- **RECORDED DATA**:
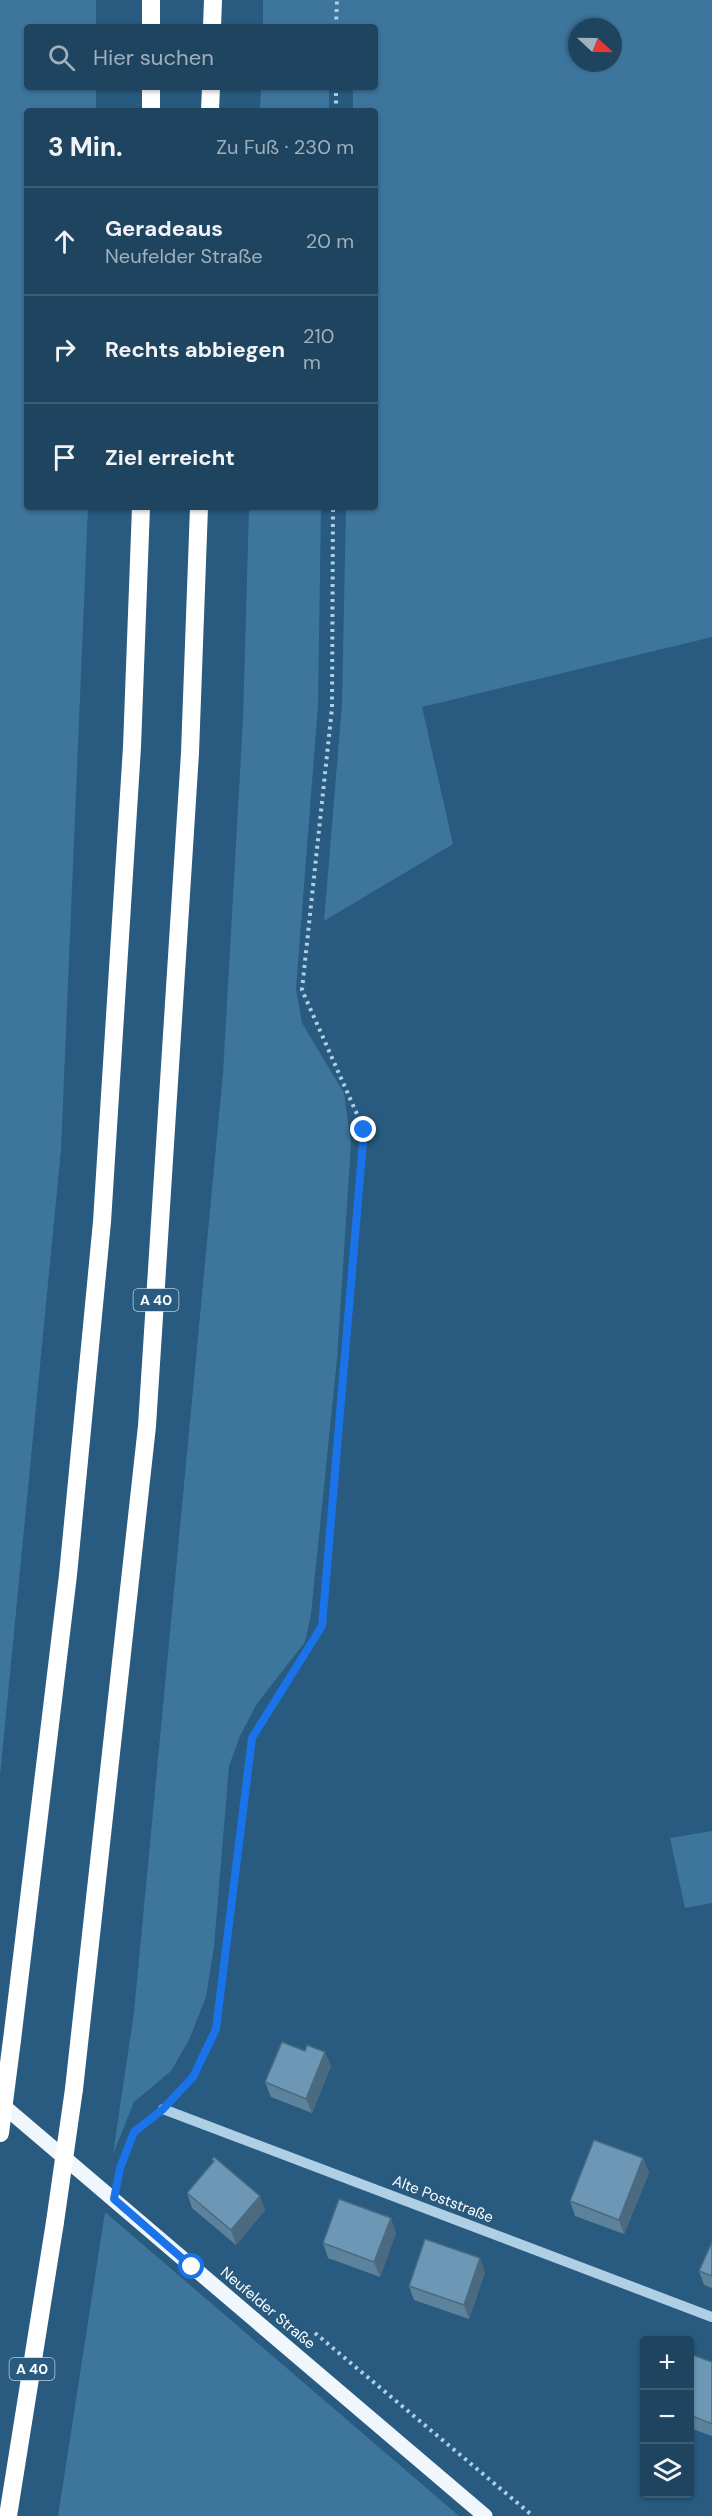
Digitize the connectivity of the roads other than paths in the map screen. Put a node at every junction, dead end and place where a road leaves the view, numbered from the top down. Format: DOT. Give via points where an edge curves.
graph roads {
  1 [pos="151,0"];
  2 [pos="213,0"];
  3 [pos="151,24"];
  4 [pos="212,24"];
  5 [pos="151,90"];
  6 [pos="211,90"];
  7 [pos="151,108"];
  8 [pos="210,108"];
  9 [pos="141,510"];
  10 [pos="199,510"];
  11 [pos="0,2103"];
  12 [pos="163,2109"];
  13 [pos="0,2133"];
  14 [pos="712,2317"];
  15 [pos="8,2516"];
  16 [pos="485,2516"];
  1 -- 3 [label="highway"];
  2 -- 4 [label="highway"];
  5 -- 7 [label="highway"];
  6 -- 8 [label="highway"];
  9 -- 13 [label="highway, bridge" via="132,747 102,1222 68,1575"];
  10 -- 15 [label="highway, A 40, bridge" via="190,753 147,1426 74,2089"];
  11 -- 16 [label="main road, Neufelder Straße"];
  12 -- 14 [label="street, Alte Poststraße"];
}
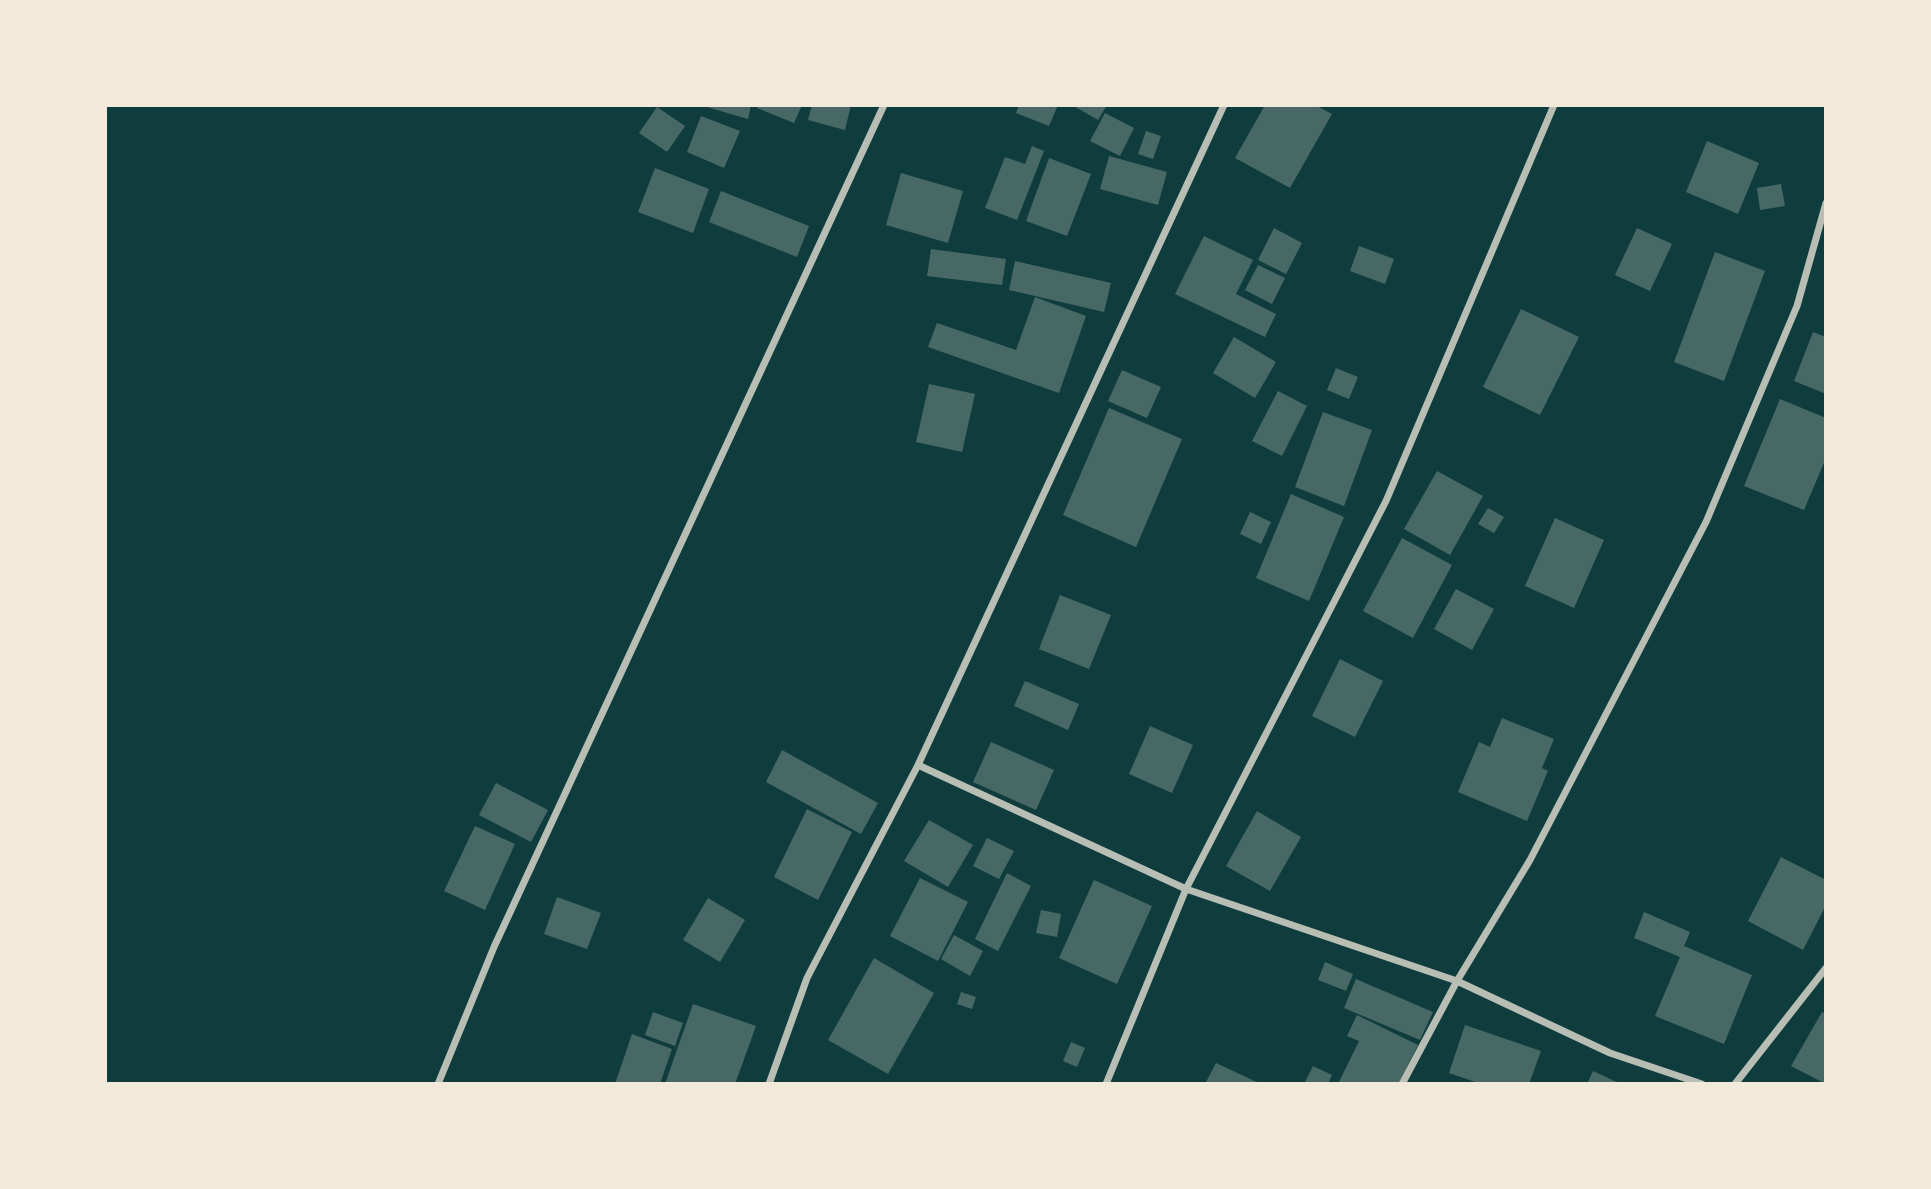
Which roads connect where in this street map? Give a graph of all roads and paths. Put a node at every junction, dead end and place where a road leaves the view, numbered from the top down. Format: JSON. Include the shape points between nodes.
{"nodes":[{"id":1,"x":884,"y":105,"type":"edge"},
{"id":2,"x":1224,"y":105,"type":"edge"},
{"id":3,"x":1554,"y":105,"type":"edge"},
{"id":4,"x":1826,"y":203,"type":"edge"},
{"id":5,"x":918,"y":765,"type":"junction"},
{"id":6,"x":1186,"y":889,"type":"junction"},
{"id":7,"x":1826,"y":969,"type":"edge"},
{"id":8,"x":1457,"y":981,"type":"junction"},
{"id":9,"x":438,"y":1084,"type":"edge"},
{"id":10,"x":769,"y":1084,"type":"edge"},
{"id":11,"x":1106,"y":1084,"type":"edge"},
{"id":12,"x":1402,"y":1084,"type":"edge"},
{"id":13,"x":1702,"y":1084,"type":"edge"},
{"id":14,"x":1735,"y":1084,"type":"edge"}],
"edges":[{"from":1,"to":9,"type":"street","via":[[494,947]]},
{"from":2,"to":5,"type":"street"},
{"from":3,"to":6,"type":"street","via":[[1386,501]]},
{"from":4,"to":8,"type":"street","via":[[1797,306],[1706,522],[1530,860]]},
{"from":5,"to":6,"type":"street"},
{"from":5,"to":10,"type":"street","via":[[807,978]]},
{"from":6,"to":8,"type":"street"},
{"from":6,"to":11,"type":"street"},
{"from":7,"to":14,"type":"street"},
{"from":8,"to":12,"type":"street"},
{"from":8,"to":13,"type":"street","via":[[1610,1053]]}]}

- **ASSIGNMENT**: The answer is the records above, repeated exactly, with no picture in it.

- **PROBLEM SOLUTION**:
Digitize the connectivity of the roads other than paths in the map screen. Put a node at every junction, dead end and place where a road leaves the view, numbered from the top down. Format: DOT. Give via points where an edge curves.
graph roads {
  1 [pos="151,0"];
  2 [pos="213,0"];
  3 [pos="151,24"];
  4 [pos="212,24"];
  5 [pos="151,90"];
  6 [pos="211,90"];
  7 [pos="151,108"];
  8 [pos="210,108"];
  9 [pos="141,510"];
  10 [pos="199,510"];
  11 [pos="0,2103"];
  12 [pos="163,2109"];
  13 [pos="0,2133"];
  14 [pos="712,2317"];
  15 [pos="8,2516"];
  16 [pos="485,2516"];
  1 -- 3 [label="highway"];
  2 -- 4 [label="highway"];
  5 -- 7 [label="highway"];
  6 -- 8 [label="highway"];
  9 -- 13 [label="highway, bridge" via="132,747 102,1222 68,1575"];
  10 -- 15 [label="highway, A 40, bridge" via="190,753 147,1426 74,2089"];
  11 -- 16 [label="main road, Neufelder Straße"];
  12 -- 14 [label="street, Alte Poststraße"];
}
Which roads connect where in this street map? Give a graph of all roads and paths. Put a node at every junction, dead end and place where a road leaves the view, numbered from the top down. Format: JSON. Include the shape points between nodes.
{"nodes":[{"id":1,"x":884,"y":105,"type":"edge"},
{"id":2,"x":1224,"y":105,"type":"edge"},
{"id":3,"x":1554,"y":105,"type":"edge"},
{"id":4,"x":1826,"y":203,"type":"edge"},
{"id":5,"x":918,"y":765,"type":"junction"},
{"id":6,"x":1186,"y":889,"type":"junction"},
{"id":7,"x":1826,"y":969,"type":"edge"},
{"id":8,"x":1457,"y":981,"type":"junction"},
{"id":9,"x":438,"y":1084,"type":"edge"},
{"id":10,"x":769,"y":1084,"type":"edge"},
{"id":11,"x":1106,"y":1084,"type":"edge"},
{"id":12,"x":1402,"y":1084,"type":"edge"},
{"id":13,"x":1702,"y":1084,"type":"edge"},
{"id":14,"x":1735,"y":1084,"type":"edge"}],
"edges":[{"from":1,"to":9,"type":"street","via":[[494,947]]},
{"from":2,"to":5,"type":"street"},
{"from":3,"to":6,"type":"street","via":[[1386,501]]},
{"from":4,"to":8,"type":"street","via":[[1797,306],[1706,522],[1530,860]]},
{"from":5,"to":6,"type":"street"},
{"from":5,"to":10,"type":"street","via":[[807,978]]},
{"from":6,"to":8,"type":"street"},
{"from":6,"to":11,"type":"street"},
{"from":7,"to":14,"type":"street"},
{"from":8,"to":12,"type":"street"},
{"from":8,"to":13,"type":"street","via":[[1610,1053]]}]}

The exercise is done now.